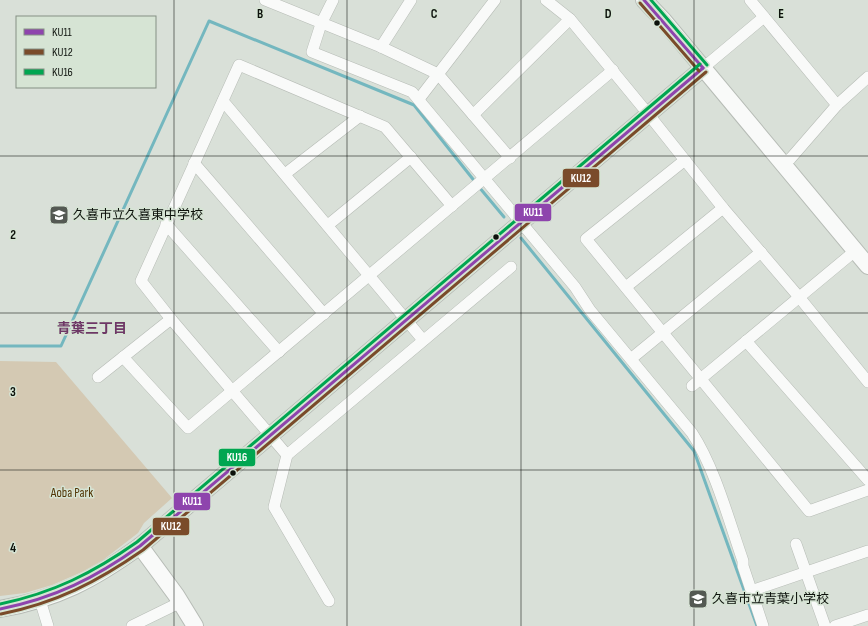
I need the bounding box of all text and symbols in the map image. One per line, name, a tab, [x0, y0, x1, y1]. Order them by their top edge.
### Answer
text: B	[257, 6, 263, 22]
text: C	[431, 6, 438, 22]
text: D	[605, 6, 612, 22]
text: E	[778, 6, 784, 22]
legend	[16, 16, 156, 88]
unlabelled marker	[652, 18, 662, 28]
text: KU11	[52, 25, 73, 40]
text: KU12	[52, 45, 73, 60]
text: KU16	[52, 65, 73, 80]
line badge: KU12	[562, 168, 600, 188]
text: KU12	[571, 172, 591, 185]
line badge: KU11	[514, 203, 552, 222]
school or university icon: 久喜市立久喜東中学校	[48, 204, 70, 226]
text: KU11	[523, 206, 544, 219]
place label: 久喜市立久喜東中学校	[73, 207, 203, 223]
text: 2	[10, 227, 16, 243]
unlabelled marker	[491, 232, 501, 242]
district label: 青葉三丁目	[57, 320, 127, 337]
text: 3	[10, 384, 16, 400]
line badge: KU16	[218, 448, 256, 467]
text: KU16	[227, 451, 247, 464]
unlabelled marker	[228, 468, 238, 478]
park label: Aoba Park	[50, 485, 93, 501]
line badge: KU11	[173, 492, 211, 511]
text: KU11	[182, 495, 203, 508]
line badge: KU12	[152, 517, 190, 536]
text: KU12	[161, 520, 181, 533]
text: 4	[10, 540, 16, 556]
school or university icon: 久喜市立青葉小学校	[687, 588, 709, 610]
place label: 久喜市立青葉小学校	[712, 591, 829, 607]

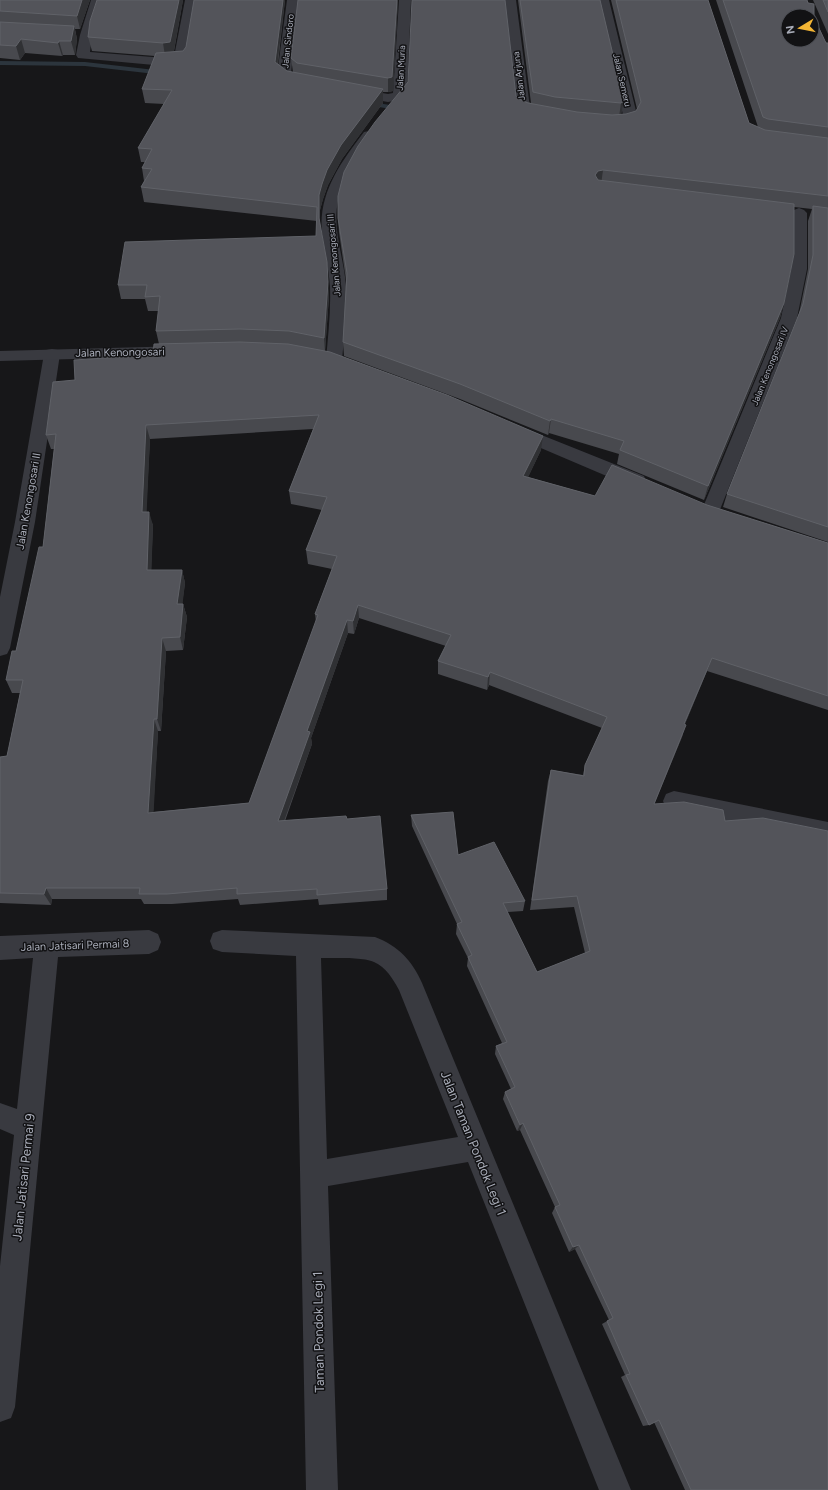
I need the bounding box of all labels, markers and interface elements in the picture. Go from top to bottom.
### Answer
north arrow [780,8,820,48]
street label: Jalan Sindoro [279,13,296,69]
text: N [784,24,798,35]
street label: Jalan Muria [394,45,407,91]
street label: Jalan Arjuna [510,51,527,101]
street label: Jalan Semeru [611,52,634,107]
street label: Jalan Kenongosari III [324,213,343,297]
street label: Jalan Kenongosari IV [749,324,791,407]
street label: Jalan Kenongosari [75,345,165,360]
street label: Jalan Kenongosari II [14,452,43,550]
street label: Jalan Jatisari Permai 8 [20,937,130,954]
street label: Jalan Taman Pondok Legi 1 [438,1069,509,1218]
street label: Jalan Jatisari Permai 9 [9,1113,38,1241]
street label: Taman Pondok Legi 1 [310,1271,327,1393]

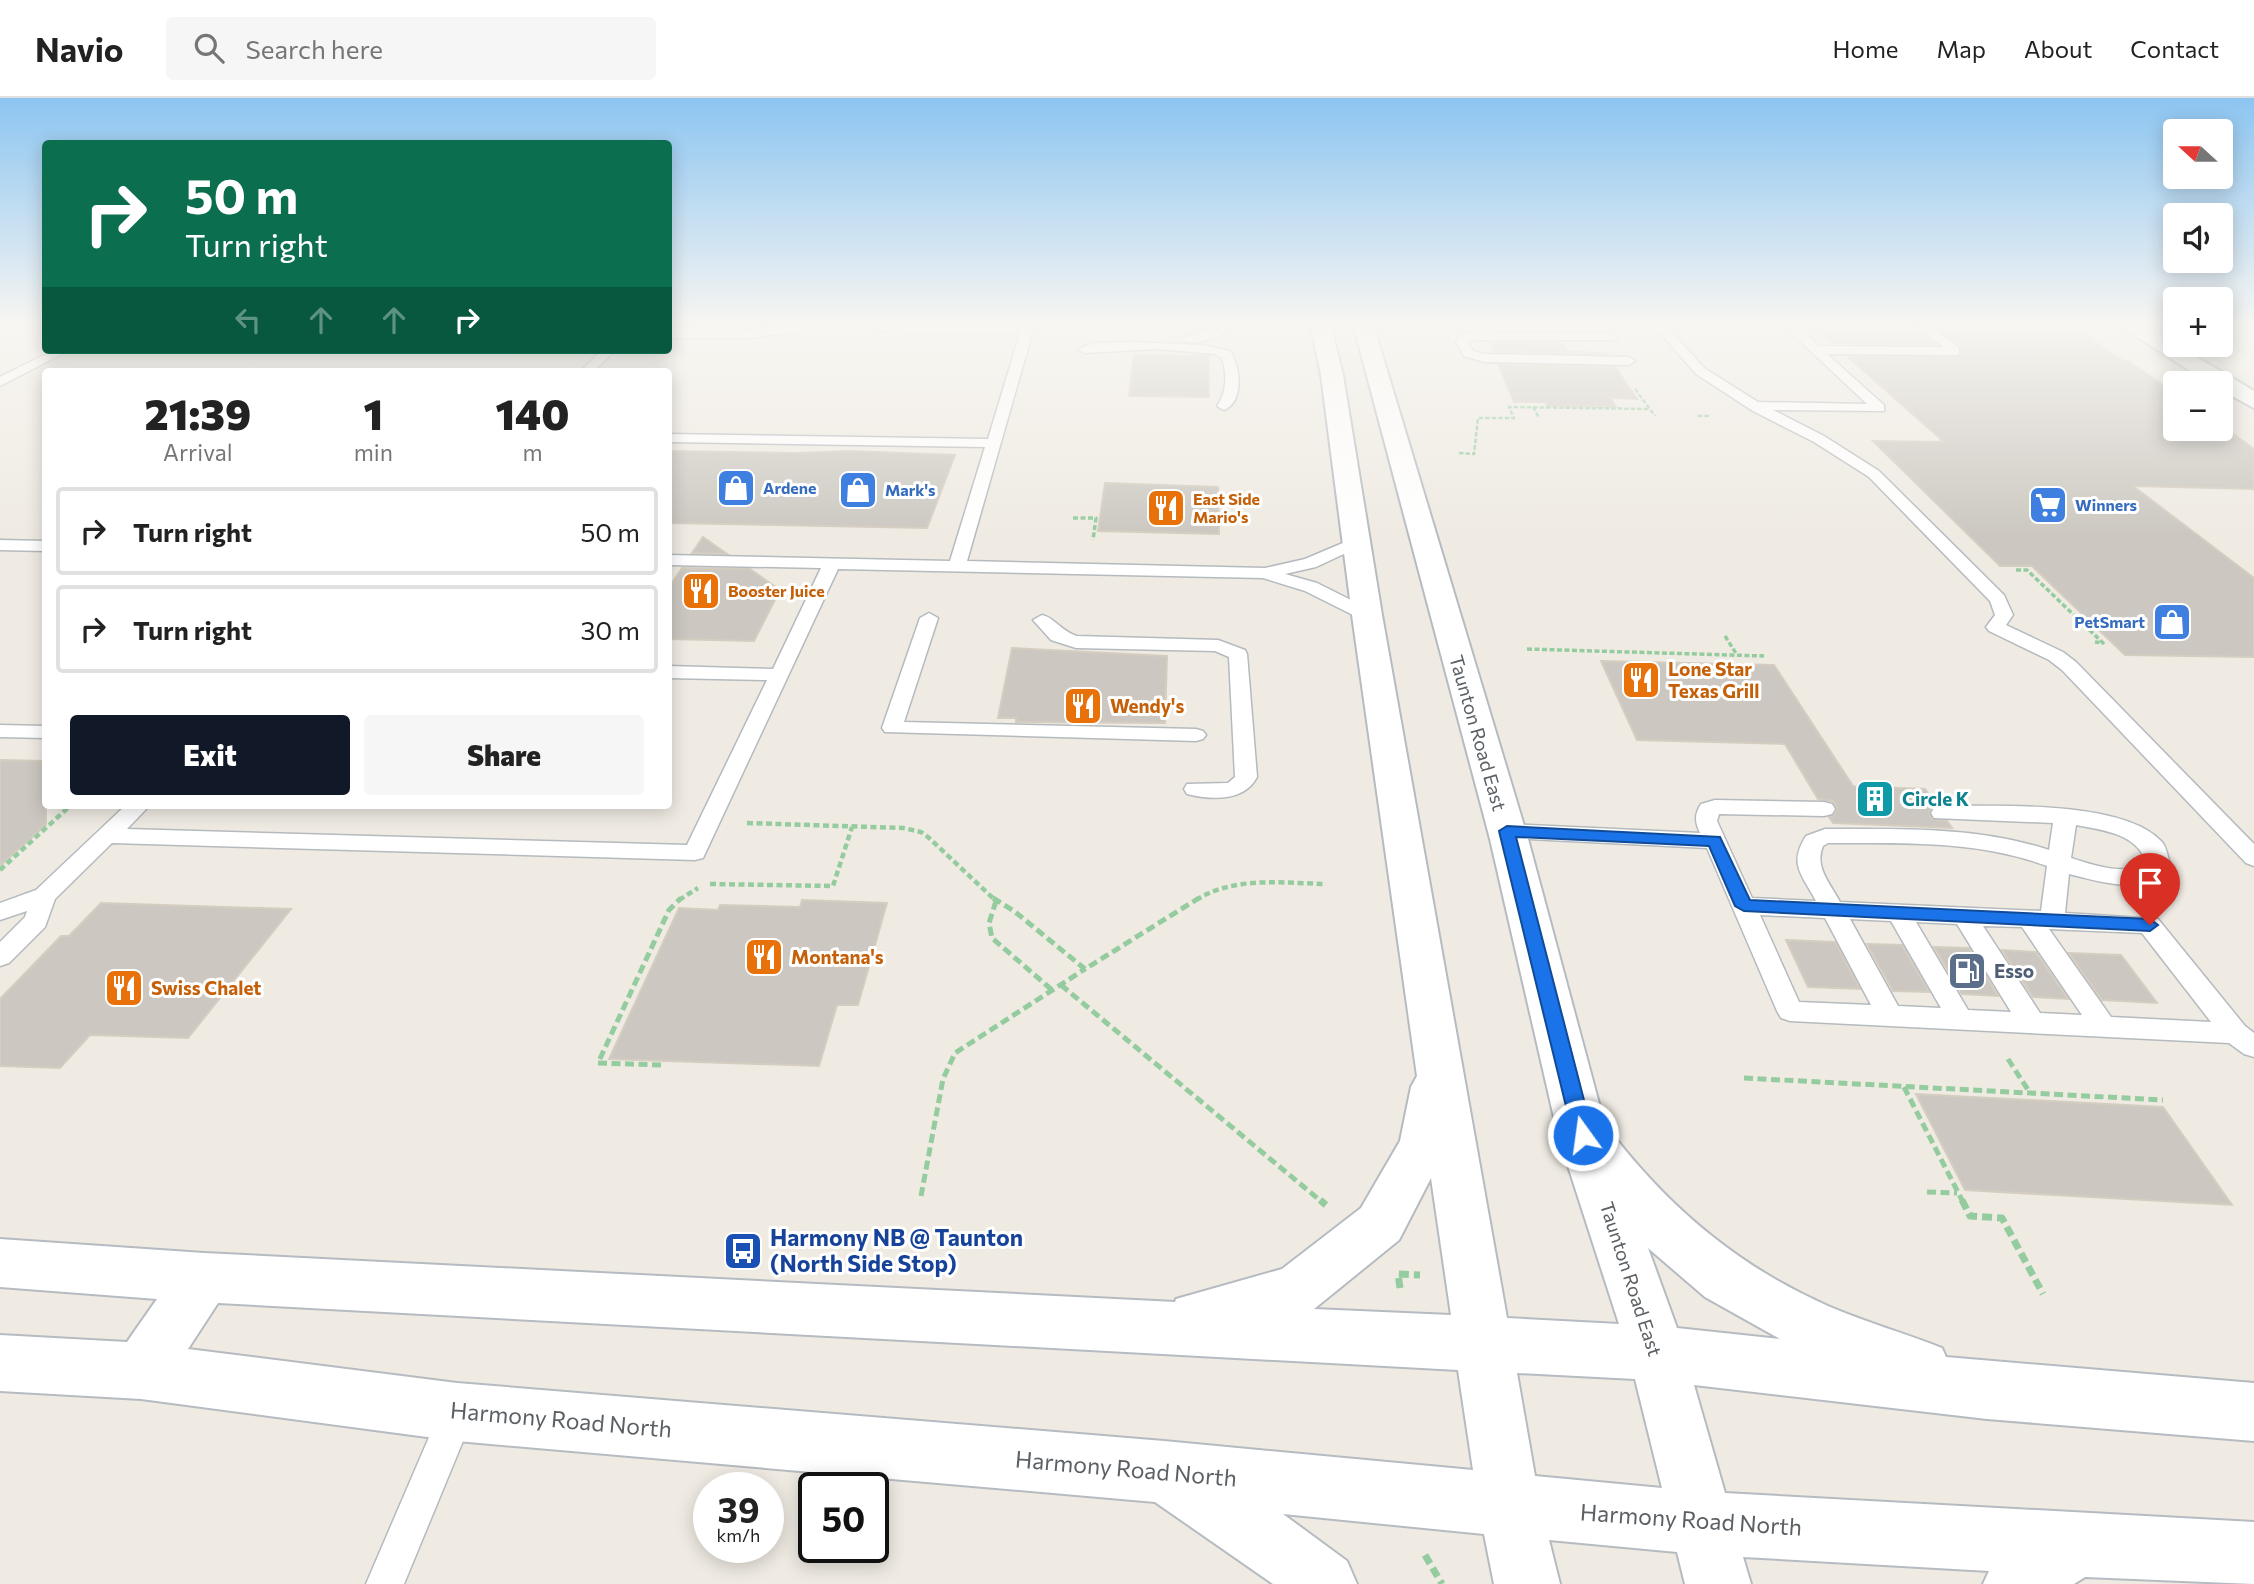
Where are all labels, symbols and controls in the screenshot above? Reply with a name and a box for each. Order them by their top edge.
search box [166,17,656,80]
text: Navio [35,28,124,69]
icon: search [190,29,228,67]
text: Search here [246,33,383,64]
text: Home [1833,34,1899,63]
text: Map [1937,34,1986,63]
text: About [2024,34,2092,63]
text: Contact [2130,34,2219,63]
north arrow [2163,119,2233,189]
map controls [2163,119,2233,441]
text: 50 m [185,164,298,224]
icon: right [70,168,161,259]
button: sound [2163,203,2233,273]
text: Turn right [185,224,328,264]
button: + [2163,287,2233,357]
icon: left [229,301,267,339]
icon: ahead [302,301,340,339]
icon: ahead [375,301,413,339]
icon: right [448,301,486,339]
button: − [2163,371,2233,441]
text: 21:39 [145,387,251,439]
text: 1 [363,387,383,439]
text: 140 [495,387,569,439]
text: Arrival [163,438,233,466]
text: min [354,438,393,466]
text: m [522,438,542,466]
shop icon: Ardene [715,467,757,509]
shop icon: Mark's [837,469,879,511]
place label: Ardene [763,478,816,497]
place label: Mark's [885,480,936,499]
supermarket icon: Winners [2027,484,2069,526]
restaurant icon: East Side Mario's [1145,487,1187,529]
place label: East Side Mario's [1193,489,1260,526]
place label: Winners [2075,495,2137,514]
icon: right [74,512,112,550]
text: Turn right [133,516,252,547]
text: 50 m [580,516,640,547]
restaurant icon: Booster Juice [680,570,722,612]
place label: Booster Juice [728,581,825,600]
shop icon: PetSmart [2151,601,2193,643]
icon: right [74,610,112,648]
place label: PetSmart [2074,612,2145,631]
text: Turn right [133,614,252,645]
text: 30 m [581,614,640,645]
street label: Taunton Road East [1445,652,1512,814]
place label: Lone Star Texas Grill [1668,657,1759,702]
restaurant icon: Lone Star Texas Grill [1620,659,1662,701]
restaurant icon: Wendy's [1062,685,1104,727]
place label: Wendy's [1110,694,1184,717]
button: Exit [70,715,350,795]
button: Share [364,715,644,795]
building icon: Circle K [1854,778,1896,820]
place label: Circle K [1902,787,1969,810]
pin [2120,853,2180,925]
icon: arrive [2131,864,2169,902]
restaurant icon: Montana's [743,936,785,978]
place label: Montana's [791,945,884,968]
fuel station icon: Esso [1946,950,1988,992]
place label: Esso [1994,959,2034,982]
restaurant icon: Swiss Chalet [103,967,145,1009]
place label: Swiss Chalet [151,976,261,999]
position arrow [1546,1098,1620,1172]
street label: Taunton Road East [1596,1199,1667,1359]
place label: Harmony NB @ Taunton (North Side Stop) [770,1223,1023,1277]
bus stop icon: Harmony NB @ Taunton (North Side Stop) [722,1230,764,1272]
street label: Harmony Road North [449,1395,673,1443]
street label: Harmony Road North [1014,1444,1238,1492]
speed limit sign: 50 [798,1472,889,1563]
text: 39 [718,1487,759,1530]
street label: Harmony Road North [1579,1497,1803,1541]
text: km/h [717,1524,760,1546]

### Instructions for the task
Could you return the whole listing exactly, with every picture removed?

### Expected answer
I need the bounding box of all text and symbols in the map image. One per line, name, a tab, [x0, y0, x1, y1]. Order them by their top edge.
### Answer
text: B	[257, 6, 263, 22]
text: C	[431, 6, 438, 22]
text: D	[605, 6, 612, 22]
text: E	[778, 6, 784, 22]
legend	[16, 16, 156, 88]
unlabelled marker	[652, 18, 662, 28]
text: KU11	[52, 25, 73, 40]
text: KU12	[52, 45, 73, 60]
text: KU16	[52, 65, 73, 80]
line badge: KU12	[562, 168, 600, 188]
text: KU12	[571, 172, 591, 185]
line badge: KU11	[514, 203, 552, 222]
school or university icon: 久喜市立久喜東中学校	[48, 204, 70, 226]
text: KU11	[523, 206, 544, 219]
place label: 久喜市立久喜東中学校	[73, 207, 203, 223]
text: 2	[10, 227, 16, 243]
unlabelled marker	[491, 232, 501, 242]
district label: 青葉三丁目	[57, 320, 127, 337]
text: 3	[10, 384, 16, 400]
line badge: KU16	[218, 448, 256, 467]
text: KU16	[227, 451, 247, 464]
unlabelled marker	[228, 468, 238, 478]
park label: Aoba Park	[50, 485, 93, 501]
line badge: KU11	[173, 492, 211, 511]
text: KU11	[182, 495, 203, 508]
line badge: KU12	[152, 517, 190, 536]
text: KU12	[161, 520, 181, 533]
text: 4	[10, 540, 16, 556]
school or university icon: 久喜市立青葉小学校	[687, 588, 709, 610]
place label: 久喜市立青葉小学校	[712, 591, 829, 607]

I need the bounding box of all labels, markers and interface elements in the picture. Go from top to bottom.
### Answer
north arrow [780,8,820,48]
street label: Jalan Sindoro [279,13,296,69]
text: N [784,24,798,35]
street label: Jalan Muria [394,45,407,91]
street label: Jalan Arjuna [510,51,527,101]
street label: Jalan Semeru [611,52,634,107]
street label: Jalan Kenongosari III [324,213,343,297]
street label: Jalan Kenongosari IV [749,324,791,407]
street label: Jalan Kenongosari [75,345,165,360]
street label: Jalan Kenongosari II [14,452,43,550]
street label: Jalan Jatisari Permai 8 [20,937,130,954]
street label: Jalan Taman Pondok Legi 1 [438,1069,509,1218]
street label: Jalan Jatisari Permai 9 [9,1113,38,1241]
street label: Taman Pondok Legi 1 [310,1271,327,1393]

Where are all labels, symbols and controls in the screenshot above? Reply with a name and a box for each. Order them by their top edge.
search box [166,17,656,80]
text: Navio [35,28,124,69]
icon: search [190,29,228,67]
text: Search here [246,33,383,64]
text: Home [1833,34,1899,63]
text: Map [1937,34,1986,63]
text: About [2024,34,2092,63]
text: Contact [2130,34,2219,63]
north arrow [2163,119,2233,189]
map controls [2163,119,2233,441]
text: 50 m [185,164,298,224]
icon: right [70,168,161,259]
button: sound [2163,203,2233,273]
text: Turn right [185,224,328,264]
button: + [2163,287,2233,357]
icon: left [229,301,267,339]
icon: ahead [302,301,340,339]
icon: ahead [375,301,413,339]
icon: right [448,301,486,339]
button: − [2163,371,2233,441]
text: 21:39 [145,387,251,439]
text: 1 [363,387,383,439]
text: 140 [495,387,569,439]
text: Arrival [163,438,233,466]
text: min [354,438,393,466]
text: m [522,438,542,466]
shop icon: Ardene [715,467,757,509]
shop icon: Mark's [837,469,879,511]
place label: Ardene [763,478,816,497]
place label: Mark's [885,480,936,499]
supermarket icon: Winners [2027,484,2069,526]
restaurant icon: East Side Mario's [1145,487,1187,529]
place label: East Side Mario's [1193,489,1260,526]
place label: Winners [2075,495,2137,514]
icon: right [74,512,112,550]
text: Turn right [133,516,252,547]
text: 50 m [580,516,640,547]
restaurant icon: Booster Juice [680,570,722,612]
place label: Booster Juice [728,581,825,600]
shop icon: PetSmart [2151,601,2193,643]
icon: right [74,610,112,648]
place label: PetSmart [2074,612,2145,631]
text: Turn right [133,614,252,645]
text: 30 m [581,614,640,645]
street label: Taunton Road East [1445,652,1512,814]
place label: Lone Star Texas Grill [1668,657,1759,702]
restaurant icon: Lone Star Texas Grill [1620,659,1662,701]
restaurant icon: Wendy's [1062,685,1104,727]
place label: Wendy's [1110,694,1184,717]
button: Exit [70,715,350,795]
button: Share [364,715,644,795]
building icon: Circle K [1854,778,1896,820]
place label: Circle K [1902,787,1969,810]
pin [2120,853,2180,925]
icon: arrive [2131,864,2169,902]
restaurant icon: Montana's [743,936,785,978]
place label: Montana's [791,945,884,968]
fuel station icon: Esso [1946,950,1988,992]
place label: Esso [1994,959,2034,982]
restaurant icon: Swiss Chalet [103,967,145,1009]
place label: Swiss Chalet [151,976,261,999]
position arrow [1546,1098,1620,1172]
street label: Taunton Road East [1596,1199,1667,1359]
place label: Harmony NB @ Taunton (North Side Stop) [770,1223,1023,1277]
bus stop icon: Harmony NB @ Taunton (North Side Stop) [722,1230,764,1272]
street label: Harmony Road North [449,1395,673,1443]
street label: Harmony Road North [1014,1444,1238,1492]
speed limit sign: 50 [798,1472,889,1563]
text: 39 [718,1487,759,1530]
street label: Harmony Road North [1579,1497,1803,1541]
text: km/h [717,1524,760,1546]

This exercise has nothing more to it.